NEW YORK (Reuters Health) – Acupuncture may bring relief to some people with chronic lower back pain — though whether the effects are physical, psychological or both remains unclear, researchers reported Monday.
In a study of 638 adults with stubborn back pain, investigators found that patients who received acupuncture for seven weeks generally showed greater improvements in pain and function than those given standard medical care, like medication or physical therapy.
However, the benefits were seen in both patients who underwent real
acupuncture and those who (unknowingly) underwent a simulated version
— in which the researchers used toothpicks to touch, but not pierce, the skin.
The findings raise questions about the nature of acupuncture’s benefits, the researchers report in Monday’s issue of the Archives of Internal Medicine.
Both real and simulated acupuncture may produce true physiological effects that ease pain, according to lead researcher Dr. Daniel C.
Cherkin, the lead investigator from the Center for Health Studies in Seattle.
But both could also work through a placebo effect — meaning that people’s symptoms improve because they believe the therapy will work.
“It is quite possible that both of these explanations contributed to the observed benefits of acupuncture,” Cherkin told Reuters Health.
Acupuncture has been used for more than 2,000 years in Chinese medicine to treat a wide variety of ailments. According to traditional medicine, specific acupuncture points on the skin are connected to internal pathways that conduct energy, or qi (“chee”), and stimulating these points with a fine needle promotes the healthy flow of qi.
Modern research has suggested that acupuncture may help ease pain by altering signals among nerve cells or affecting the release of various chemicals of the central nervous system.
For their study, Cherkin and his colleagues recruited patients who’d been receiving conventional treatment for chronic lower back pain.

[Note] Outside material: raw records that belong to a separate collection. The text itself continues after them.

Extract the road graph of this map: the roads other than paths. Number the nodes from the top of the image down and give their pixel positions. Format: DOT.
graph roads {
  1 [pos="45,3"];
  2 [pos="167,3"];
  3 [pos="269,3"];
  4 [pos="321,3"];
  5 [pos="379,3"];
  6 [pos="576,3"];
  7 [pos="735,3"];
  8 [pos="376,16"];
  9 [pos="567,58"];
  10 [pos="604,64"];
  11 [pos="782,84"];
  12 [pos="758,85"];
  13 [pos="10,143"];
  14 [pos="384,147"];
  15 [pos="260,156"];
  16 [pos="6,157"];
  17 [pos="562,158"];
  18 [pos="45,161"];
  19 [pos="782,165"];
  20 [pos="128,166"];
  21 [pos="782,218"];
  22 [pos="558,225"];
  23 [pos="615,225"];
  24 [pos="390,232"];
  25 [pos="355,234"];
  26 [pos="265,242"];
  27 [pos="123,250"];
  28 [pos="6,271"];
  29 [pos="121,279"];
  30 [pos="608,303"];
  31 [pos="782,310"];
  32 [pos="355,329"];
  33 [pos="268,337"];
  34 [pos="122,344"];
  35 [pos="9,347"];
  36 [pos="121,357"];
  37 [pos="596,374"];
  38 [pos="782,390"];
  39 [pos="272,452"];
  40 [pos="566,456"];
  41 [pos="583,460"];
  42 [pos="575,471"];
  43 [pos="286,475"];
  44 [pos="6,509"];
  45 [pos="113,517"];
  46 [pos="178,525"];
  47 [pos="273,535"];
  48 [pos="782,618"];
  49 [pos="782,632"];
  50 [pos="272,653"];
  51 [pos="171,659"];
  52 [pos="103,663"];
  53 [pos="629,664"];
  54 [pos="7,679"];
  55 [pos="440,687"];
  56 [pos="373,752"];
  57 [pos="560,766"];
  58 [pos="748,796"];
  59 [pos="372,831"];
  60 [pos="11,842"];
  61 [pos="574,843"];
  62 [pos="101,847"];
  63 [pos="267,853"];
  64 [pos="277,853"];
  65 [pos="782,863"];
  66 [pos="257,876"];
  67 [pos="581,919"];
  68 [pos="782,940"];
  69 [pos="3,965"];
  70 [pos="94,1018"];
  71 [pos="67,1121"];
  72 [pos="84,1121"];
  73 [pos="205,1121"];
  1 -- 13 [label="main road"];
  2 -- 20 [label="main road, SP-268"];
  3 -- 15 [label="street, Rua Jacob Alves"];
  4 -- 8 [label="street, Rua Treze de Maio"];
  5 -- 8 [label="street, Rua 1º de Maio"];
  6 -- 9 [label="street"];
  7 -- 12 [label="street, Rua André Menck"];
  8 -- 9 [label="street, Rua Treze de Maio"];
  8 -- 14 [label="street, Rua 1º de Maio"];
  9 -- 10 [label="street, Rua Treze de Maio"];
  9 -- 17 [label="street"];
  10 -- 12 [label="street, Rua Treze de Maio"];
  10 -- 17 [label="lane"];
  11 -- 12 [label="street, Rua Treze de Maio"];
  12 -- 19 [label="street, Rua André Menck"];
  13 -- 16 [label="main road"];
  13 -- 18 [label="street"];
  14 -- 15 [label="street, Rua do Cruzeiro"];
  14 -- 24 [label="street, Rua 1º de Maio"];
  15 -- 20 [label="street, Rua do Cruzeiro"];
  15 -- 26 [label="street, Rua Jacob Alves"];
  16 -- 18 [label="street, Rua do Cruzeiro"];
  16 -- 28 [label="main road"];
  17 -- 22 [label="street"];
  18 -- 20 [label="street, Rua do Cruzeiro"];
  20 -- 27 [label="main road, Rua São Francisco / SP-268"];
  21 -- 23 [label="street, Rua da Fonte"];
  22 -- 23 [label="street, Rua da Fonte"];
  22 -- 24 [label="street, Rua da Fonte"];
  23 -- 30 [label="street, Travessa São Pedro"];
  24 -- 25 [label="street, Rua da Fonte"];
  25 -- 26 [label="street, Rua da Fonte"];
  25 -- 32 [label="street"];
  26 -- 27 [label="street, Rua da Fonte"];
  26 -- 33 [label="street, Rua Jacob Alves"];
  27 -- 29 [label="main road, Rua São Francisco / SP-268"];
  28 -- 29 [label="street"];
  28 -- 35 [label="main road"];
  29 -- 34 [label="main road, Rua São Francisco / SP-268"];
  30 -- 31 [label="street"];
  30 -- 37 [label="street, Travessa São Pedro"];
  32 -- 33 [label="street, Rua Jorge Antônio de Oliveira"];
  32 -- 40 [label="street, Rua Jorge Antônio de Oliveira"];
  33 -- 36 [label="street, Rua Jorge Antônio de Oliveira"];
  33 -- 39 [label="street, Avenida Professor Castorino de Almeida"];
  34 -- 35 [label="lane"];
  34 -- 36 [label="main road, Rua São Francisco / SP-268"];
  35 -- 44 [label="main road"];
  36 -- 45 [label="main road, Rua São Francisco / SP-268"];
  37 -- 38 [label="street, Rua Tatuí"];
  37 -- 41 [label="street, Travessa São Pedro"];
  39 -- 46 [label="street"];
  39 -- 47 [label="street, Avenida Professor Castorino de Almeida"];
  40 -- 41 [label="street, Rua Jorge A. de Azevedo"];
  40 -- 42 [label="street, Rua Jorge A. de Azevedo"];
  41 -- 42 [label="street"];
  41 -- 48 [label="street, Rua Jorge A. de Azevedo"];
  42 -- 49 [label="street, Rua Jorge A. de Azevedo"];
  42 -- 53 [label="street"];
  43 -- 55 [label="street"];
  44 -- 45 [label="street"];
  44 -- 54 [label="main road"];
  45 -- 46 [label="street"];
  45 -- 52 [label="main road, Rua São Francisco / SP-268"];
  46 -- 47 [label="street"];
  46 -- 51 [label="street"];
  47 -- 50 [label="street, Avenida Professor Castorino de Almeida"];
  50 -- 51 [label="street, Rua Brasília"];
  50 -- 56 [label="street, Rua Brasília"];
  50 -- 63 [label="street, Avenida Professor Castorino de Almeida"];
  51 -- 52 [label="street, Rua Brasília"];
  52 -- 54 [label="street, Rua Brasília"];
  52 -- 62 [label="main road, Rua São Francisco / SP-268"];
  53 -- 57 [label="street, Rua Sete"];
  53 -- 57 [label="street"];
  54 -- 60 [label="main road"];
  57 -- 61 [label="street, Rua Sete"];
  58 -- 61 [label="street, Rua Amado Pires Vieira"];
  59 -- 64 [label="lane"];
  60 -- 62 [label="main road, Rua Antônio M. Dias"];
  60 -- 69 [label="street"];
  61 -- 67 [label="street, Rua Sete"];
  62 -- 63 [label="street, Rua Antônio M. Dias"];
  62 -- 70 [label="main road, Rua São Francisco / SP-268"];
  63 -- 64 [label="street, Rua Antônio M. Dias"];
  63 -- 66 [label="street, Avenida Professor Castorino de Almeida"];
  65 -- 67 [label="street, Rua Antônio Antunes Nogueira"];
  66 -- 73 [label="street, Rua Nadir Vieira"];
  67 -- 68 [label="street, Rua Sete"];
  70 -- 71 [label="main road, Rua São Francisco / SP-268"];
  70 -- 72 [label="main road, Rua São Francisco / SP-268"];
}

They randomly assigned the patients to either continue with standard care or start one of three acupuncture treatments: standard acupuncture (needle placement into the acupuncture points most commonly used for back pain); “individualized” acupuncture, in which therapists could choose the acupuncture points they used for each patient; or simulated acupuncture.
After eight weeks, patients in all three acupuncture groups were, on average, faring better than those in the standard-care group. An extra one in five had significant improvements in daily functioning, and their pain had eased to a greater degree.
At the one-year mark, acupuncture patients were still reporting better functioning, though the difference in pain had faded; 59 percent to 65 percent of acupuncture patients were showing “clinically meaningful”
improvements in their daily functioning, versus 50 percent of the patients in the usual-care group.
Whatever the reasons for the acupuncture patients’ improvements, the findings add to evidence that the therapy is a “reasonable treatment option” for people with chronic back pain, Cherkin said.
He stressed, though, that like all treatments for back pain, acupuncture will not work for everyone.
“Our study estimates that it makes a substantial difference in the lives of about 20 percent of those who try it,” Cherkin said.